Many UNC students are quarantining in their permanent residences following campus residence hall closures — and now that virtual classes have started, this can mean doing schoolwork in a full house. 

Though being at home can provide an opportunity to spend more time with family, it also can present challenges for students trying to create an environment conducive to schoolwork.

“It’s been difficult not having the library or a desk or even just a quiet spot to work at,” first-year environmental studies major Ella Thomas said.  

Thomas said she currently lives in Durham, N.C. with six other people — her parents, her brother and his fiancée, and their two 4-year-old children. While she enjoys having the opportunity to spend more time with her family, she said, it presents its own challenges.

“The kids, whenever they’re here, just want to be with me and play,” Thomas said. “It’s hard for me to get away because 4-year-olds don’t understand that I need to be alone for a long period of time where they need to be quiet.” 

Sophomore Grace Garcia, who majors in art history and advertisement and public relations, said she is currently living at home in Waxhaw, N.C. with her parents and four siblings. 

She said that going back home and living with her large family has been an interesting transition. 

“For the most part, I've found that we've been able to cooperate and be able to use our own individual workspaces to the best of our abilities,” Garcia said. “However, let’s say that someone is playing guitar in a room and they're singing really loudly and then the other individuals are in the middle of their online class, that can really create its own challenges.”

Garcia also said how she approaches schoolwork at home is different. 

“One of the things that motivates me a lot of times in college is the ability to be on campus and to be around my peers and to be learning in an environment where I feel like I’m being provided with proper support to be as successful as possible,” she said. 

Mariah Evans, a senior philosophy major, said she has remained at her house in Chapel Hill with her three friends and roommates, as well as their 60-pound foster pit bull.  

Evans said she and her housemates have been able to create decent work environments, as they each do work alone in their bedrooms. She also said she was able to check out monitors from her place of employment, which has made online class more manageable.

“I have a really hard time organizing everything on my 13-inch MacBook screen because I like to take notes on Google Docs, so it’s really difficult for me to take notes and also pay attention to the lectures especially when a professor is lecturing from slides,” Evans said.

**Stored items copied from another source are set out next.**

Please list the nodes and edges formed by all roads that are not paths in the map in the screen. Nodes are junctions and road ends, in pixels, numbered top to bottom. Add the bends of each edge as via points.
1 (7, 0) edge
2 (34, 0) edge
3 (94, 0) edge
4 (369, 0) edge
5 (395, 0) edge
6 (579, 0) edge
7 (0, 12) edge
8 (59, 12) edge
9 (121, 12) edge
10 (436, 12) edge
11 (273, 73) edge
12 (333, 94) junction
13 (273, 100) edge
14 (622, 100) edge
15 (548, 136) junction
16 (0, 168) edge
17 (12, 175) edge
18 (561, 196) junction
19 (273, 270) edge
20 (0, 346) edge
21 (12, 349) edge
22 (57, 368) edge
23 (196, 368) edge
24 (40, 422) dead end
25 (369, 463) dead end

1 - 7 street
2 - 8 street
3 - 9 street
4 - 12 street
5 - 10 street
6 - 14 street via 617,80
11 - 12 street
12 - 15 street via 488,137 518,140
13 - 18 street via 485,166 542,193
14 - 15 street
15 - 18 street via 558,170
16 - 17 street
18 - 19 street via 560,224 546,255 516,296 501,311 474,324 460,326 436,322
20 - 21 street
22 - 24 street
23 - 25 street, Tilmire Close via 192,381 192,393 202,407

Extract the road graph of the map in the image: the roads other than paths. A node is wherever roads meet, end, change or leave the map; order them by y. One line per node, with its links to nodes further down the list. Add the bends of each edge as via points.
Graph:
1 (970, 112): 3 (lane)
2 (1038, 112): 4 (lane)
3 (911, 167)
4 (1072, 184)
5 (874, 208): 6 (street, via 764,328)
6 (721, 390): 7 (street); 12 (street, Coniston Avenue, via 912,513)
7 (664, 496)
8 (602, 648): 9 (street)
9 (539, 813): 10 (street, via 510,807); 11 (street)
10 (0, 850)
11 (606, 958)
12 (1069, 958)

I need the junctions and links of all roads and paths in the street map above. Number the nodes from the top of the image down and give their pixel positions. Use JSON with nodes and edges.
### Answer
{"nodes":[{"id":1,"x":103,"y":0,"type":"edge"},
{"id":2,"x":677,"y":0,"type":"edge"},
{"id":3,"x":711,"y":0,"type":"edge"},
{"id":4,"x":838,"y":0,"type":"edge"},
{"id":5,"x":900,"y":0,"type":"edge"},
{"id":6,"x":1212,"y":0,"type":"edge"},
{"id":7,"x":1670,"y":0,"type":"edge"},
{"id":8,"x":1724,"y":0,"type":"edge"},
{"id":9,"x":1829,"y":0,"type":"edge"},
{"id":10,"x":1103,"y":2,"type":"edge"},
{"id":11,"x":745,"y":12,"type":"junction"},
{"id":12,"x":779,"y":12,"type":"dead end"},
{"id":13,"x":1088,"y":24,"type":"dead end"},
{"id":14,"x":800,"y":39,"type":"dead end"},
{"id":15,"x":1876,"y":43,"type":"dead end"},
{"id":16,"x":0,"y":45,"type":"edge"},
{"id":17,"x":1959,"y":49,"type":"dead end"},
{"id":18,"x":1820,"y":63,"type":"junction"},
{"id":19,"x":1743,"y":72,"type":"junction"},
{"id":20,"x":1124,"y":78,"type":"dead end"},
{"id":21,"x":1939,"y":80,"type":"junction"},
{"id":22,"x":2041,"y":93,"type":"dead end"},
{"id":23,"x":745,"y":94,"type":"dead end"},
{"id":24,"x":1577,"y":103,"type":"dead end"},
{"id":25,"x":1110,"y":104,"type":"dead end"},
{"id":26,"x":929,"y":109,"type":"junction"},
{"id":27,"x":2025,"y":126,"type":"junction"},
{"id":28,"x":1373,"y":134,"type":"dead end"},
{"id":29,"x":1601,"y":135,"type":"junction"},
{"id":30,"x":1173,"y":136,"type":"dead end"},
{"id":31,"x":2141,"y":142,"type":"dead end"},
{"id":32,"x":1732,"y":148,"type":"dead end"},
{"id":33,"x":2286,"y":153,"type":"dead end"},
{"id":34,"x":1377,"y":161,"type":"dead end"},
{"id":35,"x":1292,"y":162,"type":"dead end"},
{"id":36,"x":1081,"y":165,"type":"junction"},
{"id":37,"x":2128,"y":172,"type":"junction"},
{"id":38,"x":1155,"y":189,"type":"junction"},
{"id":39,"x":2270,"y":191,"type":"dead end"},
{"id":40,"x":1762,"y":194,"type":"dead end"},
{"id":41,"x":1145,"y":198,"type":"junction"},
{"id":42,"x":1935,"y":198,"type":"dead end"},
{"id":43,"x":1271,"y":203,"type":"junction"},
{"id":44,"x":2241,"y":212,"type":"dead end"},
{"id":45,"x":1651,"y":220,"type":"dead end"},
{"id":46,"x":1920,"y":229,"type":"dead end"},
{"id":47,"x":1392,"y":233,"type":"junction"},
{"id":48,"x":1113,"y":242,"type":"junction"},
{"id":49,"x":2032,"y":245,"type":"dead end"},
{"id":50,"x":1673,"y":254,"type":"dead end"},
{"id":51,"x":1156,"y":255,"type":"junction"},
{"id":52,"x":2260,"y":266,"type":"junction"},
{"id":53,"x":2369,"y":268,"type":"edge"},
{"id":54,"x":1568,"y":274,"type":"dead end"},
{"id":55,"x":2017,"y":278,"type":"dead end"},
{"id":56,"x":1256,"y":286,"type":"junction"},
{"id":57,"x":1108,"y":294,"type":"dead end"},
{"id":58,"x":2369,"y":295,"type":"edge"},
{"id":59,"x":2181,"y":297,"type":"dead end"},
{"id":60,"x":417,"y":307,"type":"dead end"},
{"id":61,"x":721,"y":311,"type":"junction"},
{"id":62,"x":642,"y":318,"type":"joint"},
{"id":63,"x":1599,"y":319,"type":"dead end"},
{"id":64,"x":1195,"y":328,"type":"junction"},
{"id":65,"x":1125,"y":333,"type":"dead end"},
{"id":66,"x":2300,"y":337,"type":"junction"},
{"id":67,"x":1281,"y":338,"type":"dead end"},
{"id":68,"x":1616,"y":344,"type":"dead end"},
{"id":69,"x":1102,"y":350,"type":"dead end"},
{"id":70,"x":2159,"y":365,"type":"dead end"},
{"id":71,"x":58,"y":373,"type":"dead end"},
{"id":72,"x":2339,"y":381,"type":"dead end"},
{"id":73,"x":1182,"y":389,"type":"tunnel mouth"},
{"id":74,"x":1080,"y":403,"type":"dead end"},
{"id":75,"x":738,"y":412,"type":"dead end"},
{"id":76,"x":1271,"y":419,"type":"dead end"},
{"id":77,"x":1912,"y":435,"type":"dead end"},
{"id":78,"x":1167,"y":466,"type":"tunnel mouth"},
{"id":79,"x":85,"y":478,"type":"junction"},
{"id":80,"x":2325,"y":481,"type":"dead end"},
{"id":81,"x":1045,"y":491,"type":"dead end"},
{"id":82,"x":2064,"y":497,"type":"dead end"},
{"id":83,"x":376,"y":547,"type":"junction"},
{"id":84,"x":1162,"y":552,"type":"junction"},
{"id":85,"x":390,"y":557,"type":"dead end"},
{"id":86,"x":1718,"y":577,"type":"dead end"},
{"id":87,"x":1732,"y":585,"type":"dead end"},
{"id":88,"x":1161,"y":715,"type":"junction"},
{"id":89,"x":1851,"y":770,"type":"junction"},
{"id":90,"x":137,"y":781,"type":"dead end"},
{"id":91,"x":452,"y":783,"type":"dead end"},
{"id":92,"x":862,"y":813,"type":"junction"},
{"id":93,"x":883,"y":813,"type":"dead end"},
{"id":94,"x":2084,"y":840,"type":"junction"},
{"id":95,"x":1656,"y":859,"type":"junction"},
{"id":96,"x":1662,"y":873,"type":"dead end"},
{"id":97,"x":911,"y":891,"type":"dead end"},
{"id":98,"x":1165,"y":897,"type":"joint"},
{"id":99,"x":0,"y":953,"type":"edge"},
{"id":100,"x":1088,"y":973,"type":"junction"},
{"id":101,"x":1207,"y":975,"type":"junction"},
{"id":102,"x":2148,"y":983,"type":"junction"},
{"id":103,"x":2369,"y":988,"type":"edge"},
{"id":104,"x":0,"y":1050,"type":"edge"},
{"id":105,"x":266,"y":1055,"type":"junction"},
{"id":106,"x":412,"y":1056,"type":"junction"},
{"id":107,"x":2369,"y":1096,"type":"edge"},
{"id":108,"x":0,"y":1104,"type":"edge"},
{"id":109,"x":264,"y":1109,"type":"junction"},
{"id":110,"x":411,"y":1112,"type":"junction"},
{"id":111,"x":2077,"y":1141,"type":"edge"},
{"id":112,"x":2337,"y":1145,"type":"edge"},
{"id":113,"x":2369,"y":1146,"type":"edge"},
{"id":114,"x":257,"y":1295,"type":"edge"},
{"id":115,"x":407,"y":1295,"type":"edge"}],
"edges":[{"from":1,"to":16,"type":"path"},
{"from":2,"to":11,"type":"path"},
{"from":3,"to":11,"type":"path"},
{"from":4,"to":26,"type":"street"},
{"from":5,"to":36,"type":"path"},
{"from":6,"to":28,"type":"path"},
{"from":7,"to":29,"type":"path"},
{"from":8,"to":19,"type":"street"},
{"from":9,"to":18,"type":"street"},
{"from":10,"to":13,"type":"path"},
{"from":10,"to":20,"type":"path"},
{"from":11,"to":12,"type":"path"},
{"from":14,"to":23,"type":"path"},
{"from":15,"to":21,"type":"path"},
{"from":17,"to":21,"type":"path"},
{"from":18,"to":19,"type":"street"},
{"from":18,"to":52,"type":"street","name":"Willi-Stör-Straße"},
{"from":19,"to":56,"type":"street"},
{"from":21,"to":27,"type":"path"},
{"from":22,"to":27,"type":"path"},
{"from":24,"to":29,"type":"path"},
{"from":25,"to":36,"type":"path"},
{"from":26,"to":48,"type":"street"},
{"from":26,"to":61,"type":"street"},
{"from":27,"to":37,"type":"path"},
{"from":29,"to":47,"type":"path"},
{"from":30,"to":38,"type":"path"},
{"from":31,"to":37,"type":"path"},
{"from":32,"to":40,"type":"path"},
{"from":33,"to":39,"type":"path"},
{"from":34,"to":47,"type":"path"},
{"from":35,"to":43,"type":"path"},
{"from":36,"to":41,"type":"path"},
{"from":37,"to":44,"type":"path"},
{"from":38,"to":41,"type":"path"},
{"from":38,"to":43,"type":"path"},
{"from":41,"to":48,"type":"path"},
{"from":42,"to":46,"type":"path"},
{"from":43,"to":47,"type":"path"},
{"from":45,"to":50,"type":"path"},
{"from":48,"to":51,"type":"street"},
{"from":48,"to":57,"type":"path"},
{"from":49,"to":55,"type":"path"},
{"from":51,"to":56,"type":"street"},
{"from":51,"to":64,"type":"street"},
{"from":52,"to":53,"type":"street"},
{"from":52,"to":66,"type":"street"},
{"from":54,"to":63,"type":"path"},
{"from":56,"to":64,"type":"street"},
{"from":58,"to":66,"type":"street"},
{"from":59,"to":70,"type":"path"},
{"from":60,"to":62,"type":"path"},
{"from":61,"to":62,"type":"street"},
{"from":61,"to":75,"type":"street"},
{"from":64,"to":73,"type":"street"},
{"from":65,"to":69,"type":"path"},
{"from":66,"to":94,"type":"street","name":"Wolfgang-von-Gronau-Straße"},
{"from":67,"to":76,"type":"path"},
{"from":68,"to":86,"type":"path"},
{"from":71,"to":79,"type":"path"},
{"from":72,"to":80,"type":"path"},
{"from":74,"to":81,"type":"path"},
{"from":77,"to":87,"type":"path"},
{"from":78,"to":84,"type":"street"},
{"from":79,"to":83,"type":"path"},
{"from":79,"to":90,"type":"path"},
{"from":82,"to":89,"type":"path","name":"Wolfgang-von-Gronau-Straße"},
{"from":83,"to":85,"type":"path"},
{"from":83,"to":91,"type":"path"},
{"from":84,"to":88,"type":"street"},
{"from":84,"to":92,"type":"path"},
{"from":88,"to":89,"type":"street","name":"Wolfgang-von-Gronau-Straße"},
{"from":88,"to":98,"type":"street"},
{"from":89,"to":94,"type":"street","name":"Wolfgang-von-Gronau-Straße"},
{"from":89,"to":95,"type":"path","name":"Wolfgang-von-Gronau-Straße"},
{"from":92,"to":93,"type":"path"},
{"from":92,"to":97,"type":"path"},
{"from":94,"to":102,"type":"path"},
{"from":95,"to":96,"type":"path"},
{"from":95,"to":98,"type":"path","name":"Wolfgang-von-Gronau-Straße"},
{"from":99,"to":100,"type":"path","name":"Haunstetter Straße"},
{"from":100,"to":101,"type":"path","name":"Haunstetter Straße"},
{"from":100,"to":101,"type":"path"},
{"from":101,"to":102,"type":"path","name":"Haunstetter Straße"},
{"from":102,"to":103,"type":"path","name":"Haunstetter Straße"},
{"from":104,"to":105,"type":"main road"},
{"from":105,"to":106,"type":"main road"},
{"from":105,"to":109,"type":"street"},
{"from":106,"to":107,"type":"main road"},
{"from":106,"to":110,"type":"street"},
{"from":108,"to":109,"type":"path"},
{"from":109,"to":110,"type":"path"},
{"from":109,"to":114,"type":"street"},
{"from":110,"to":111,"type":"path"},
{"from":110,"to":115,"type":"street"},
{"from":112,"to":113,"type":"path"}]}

Evans also said it’s difficult focusing on schoolwork while also having so much time at home. 

But Garcia said that being home has given her more time to enjoy with her family — including family dinners and game nights. 

“For the most part we do get along really well,” she said.

Thomas said she is grateful for the time she now has to spend with her niece and nephew. 

“The toddlers grow so quickly, and I’m just glad that I can see them and that I can be an influential part of their life again,” she said.